WORK TASK: Lines holding the word "Helene" in the material below: count them and write the number alone.

Start of THE DATA

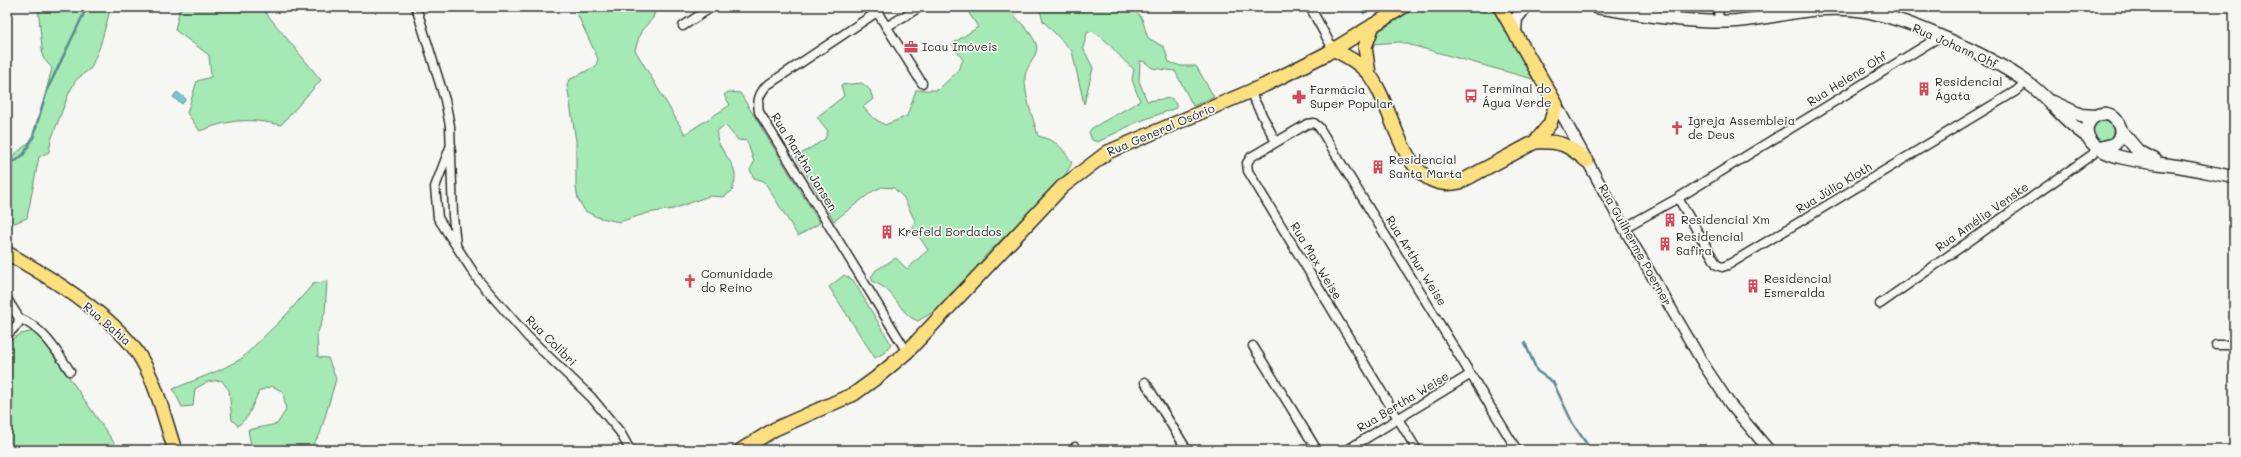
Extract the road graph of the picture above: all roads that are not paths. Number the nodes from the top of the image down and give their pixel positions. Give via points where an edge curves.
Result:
1 (416, 7) edge
2 (712, 7) edge
3 (920, 7) edge
4 (1310, 7) edge
5 (1403, 7) edge
6 (1500, 7) edge
7 (1504, 7) edge
8 (1525, 7) edge
9 (1596, 7) edge
10 (1718, 7) edge
11 (875, 10) edge
12 (1719, 21) junction
13 (1373, 25) junction
14 (683, 26) dead end
15 (886, 27) junction
16 (1515, 31) junction
17 (1939, 37) junction
18 (1333, 49) junction
19 (1369, 74) junction
20 (2026, 82) junction
21 (922, 83) dead end
22 (1250, 92) junction
23 (2045, 98) junction
24 (1556, 104) junction
25 (2095, 116) junction
26 (2121, 131) junction
27 (2087, 136) junction
28 (1276, 142) junction
29 (1535, 142) junction
30 (451, 145) junction
31 (2098, 148) junction
32 (1587, 161) junction
33 (2164, 164) junction
34 (2234, 177) edge
35 (437, 178) junction
36 (453, 181) junction
37 (1678, 198) junction
38 (453, 216) junction
39 (438, 218) junction
40 (1624, 228) junction
41 (457, 248) junction
42 (7, 253) edge
43 (7, 299) edge
44 (1880, 304) dead end
45 (19, 318) junction
46 (7, 335) edge
47 (2216, 345) dead end
48 (2234, 345) edge
49 (1253, 346) dead end
50 (907, 352) junction
51 (70, 371) dead end
52 (1471, 374) junction
53 (1146, 382) dead end
54 (1398, 419) junction
55 (175, 450) edge
56 (630, 450) edge
57 (741, 450) edge
58 (1187, 450) edge
59 (1317, 450) edge
60 (1347, 450) edge
61 (1417, 450) edge
62 (1517, 450) edge
63 (1769, 450) edge

1 - 30 street, Rua Colibri via 445,100
2 - 14 street
3 - 15 street
4 - 18 street
5 - 13 main road, Rua General Osório
6 - 16 main road
7 - 16 main road
8 - 16 main road via 1516,19
9 - 12 main road, Rua Johann Ohf via 1668,18
10 - 12 street
11 - 15 street, Rua Martha Jansen
11 - 50 street, Rua Martha Jansen via 766,86 759,94 758,104 759,112
12 - 17 main road, Rua Johann Ohf via 1768,17 1804,10 1850,9 1875,13
13 - 18 main road, Rua General Osório
13 - 19 main road via 1365,47
15 - 21 street, Rua Martha Jansen
16 - 24 main road, Rua Guilherme Poerner
17 - 20 main road, Rua Johann Ohf
17 - 37 street, Rua Helene Ohf
18 - 19 main road via 1354,60
18 - 22 main road, Rua General Osório
19 - 29 main road via 1413,164 1419,173 1435,182 1460,182
20 - 23 main road, Rua Johann Ohf
20 - 37 street, Rua Júlio Kloth via 2016,91 1728,266 1717,265
22 - 28 street
22 - 50 main road, Rua General Osório via 1144,135 1108,152 1086,167 1062,187
23 - 25 main road, Rua Johann Ohf via 2081,114
23 - 27 main road, Rua Johann Ohf via 2075,129
24 - 29 main road via 1550,124
24 - 32 street, Rua Guilherme Poerner
25 - 26 main road via 2111,116 2120,125
25 - 27 main road via 2088,123
26 - 31 main road via 2115,144
26 - 33 main road via 2138,152
27 - 31 main road
28 - 52 street, Rua Arthur Weise via 1307,124 1314,123 1319,127
28 - 54 street, Rua Max Weise via 1250,157 1247,163 1248,172
29 - 32 main road via 1564,143
30 - 35 street, Rua Colibri
30 - 36 street, Rua Colibri
31 - 33 main road via 2114,156
31 - 44 street, Rua Amélia Venske
32 - 40 street, Rua Guilherme Poerner
33 - 34 main road
35 - 36 street via 448,178
35 - 39 street, Rua Colibri via 434,186
36 - 38 street, Rua Colibri
37 - 40 street, Rua Helene Ohf
38 - 39 street
38 - 41 street, Rua Colibri
39 - 41 street, Rua Colibri
40 - 63 street, Rua Guilherme Poerner via 1704,366 1730,404
41 - 56 street, Rua Colibri via 479,281 528,337 591,396 620,432
42 - 55 main road, Rua Bahia via 75,297 131,343 152,380
43 - 45 street
45 - 46 street via 18,324
45 - 51 street via 31,323 49,340
47 - 48 street
49 - 59 street
50 - 57 main road, Rua General Osório via 864,388 775,429
52 - 54 street, Rua Bertha Weise
52 - 62 street, Rua Arthur Weise
53 - 58 street
54 - 60 street, Rua Bertha Weise
54 - 61 street, Rua Max Weise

End of THE DATA

THE COMPLETED TASK: 2